Para Josias de Souza, vice-presidente da região Sudeste e gerente de negócios da Flextronics Instituto de Tecnologia (FIT), além de novos associados, é necessário aproximá-los em torno de seus problemas e pensar em soluções de forma conjunta. “A ABIPTI reúne instituições renomadas que podem ter a chave para solucionar problemas em várias regiões e levar uma agenda positiva no sentido de investir em inovação. É importante pensar em conjunto e em ações mais abrangentes”, ponderou.

Apoio

De acordo com o vice-presidente da região Norte e presidente da Tap4 Informática Ltda, André Tapajós, uma das maiores dificuldades para a CT&I em sua região tem sido a burocracia. Para eles, as regras impostas pela Superintendência da Zona Franca de Manaus (Suframa) tem sido prejudiciais às instituições locais que desenvolvem P&D.

“Há uma série de interpretações e exigências que vem dificultando o nosso trabalho. Em vez de focar na qualidade da inovação, a gente está perdendo tempo com papel, comprovante, pura burocracia, que não ajuda em nada o processo de inovação e expõe o no hall dos desenvolvedores das tecnologias.”

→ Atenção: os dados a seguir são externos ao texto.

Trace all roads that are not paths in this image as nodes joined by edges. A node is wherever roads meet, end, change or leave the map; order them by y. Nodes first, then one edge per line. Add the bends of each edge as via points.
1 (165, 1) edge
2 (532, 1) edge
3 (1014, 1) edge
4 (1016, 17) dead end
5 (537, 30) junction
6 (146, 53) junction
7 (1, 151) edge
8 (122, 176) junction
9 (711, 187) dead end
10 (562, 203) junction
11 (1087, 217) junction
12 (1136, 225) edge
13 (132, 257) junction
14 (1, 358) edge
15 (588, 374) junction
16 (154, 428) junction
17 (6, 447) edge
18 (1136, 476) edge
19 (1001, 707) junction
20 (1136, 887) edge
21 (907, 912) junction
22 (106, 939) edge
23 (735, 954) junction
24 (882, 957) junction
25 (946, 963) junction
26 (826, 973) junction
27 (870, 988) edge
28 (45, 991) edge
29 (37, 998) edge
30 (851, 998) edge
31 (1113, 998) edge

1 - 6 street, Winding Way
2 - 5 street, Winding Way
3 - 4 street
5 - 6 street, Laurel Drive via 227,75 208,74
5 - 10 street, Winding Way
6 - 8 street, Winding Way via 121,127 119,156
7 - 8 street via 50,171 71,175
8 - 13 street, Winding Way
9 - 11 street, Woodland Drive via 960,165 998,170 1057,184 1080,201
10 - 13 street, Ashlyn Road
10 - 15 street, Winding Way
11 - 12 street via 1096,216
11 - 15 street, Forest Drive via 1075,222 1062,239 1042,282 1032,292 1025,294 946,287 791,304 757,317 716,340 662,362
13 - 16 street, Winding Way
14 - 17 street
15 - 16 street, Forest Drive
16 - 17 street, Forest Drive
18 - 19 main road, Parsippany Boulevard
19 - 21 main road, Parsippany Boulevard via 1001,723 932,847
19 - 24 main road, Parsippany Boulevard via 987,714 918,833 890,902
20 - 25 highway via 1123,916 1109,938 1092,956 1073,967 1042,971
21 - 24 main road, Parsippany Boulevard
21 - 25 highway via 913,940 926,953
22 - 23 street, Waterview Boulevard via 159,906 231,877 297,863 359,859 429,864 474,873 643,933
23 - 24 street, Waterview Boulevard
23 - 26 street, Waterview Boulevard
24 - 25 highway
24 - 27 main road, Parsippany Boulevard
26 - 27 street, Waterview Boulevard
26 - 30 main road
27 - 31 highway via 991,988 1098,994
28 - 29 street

Tapajós acredita que com o apoio da ABIPTI, será possível dar mais peso político na busca por políticas públicas de sucesso de outro estado para adotar na região Norte. “A ABIPTI é uma entidade muito forte. Os canais que ela têm abrem portas e facilitam o trabalho. Por exemplo, se o presidente se dispuser a ir lá, o peso representativo dele é muito maior, mais forte, porque levará o peso de 152 instituições. Os argumentos serão ouvidos de outra forma”, comentou.

O eleito para exercer o cargo de presidente da associação foi Júlio Cesar Felix, diretor-presidente do Instituto de Tecnologia do Paraná (Tecpar). O dirigente, que já comandou a entidade entre 1995 e 1999, defendeu nesse novo mandato mudanças no modelo de negócios de ICTs.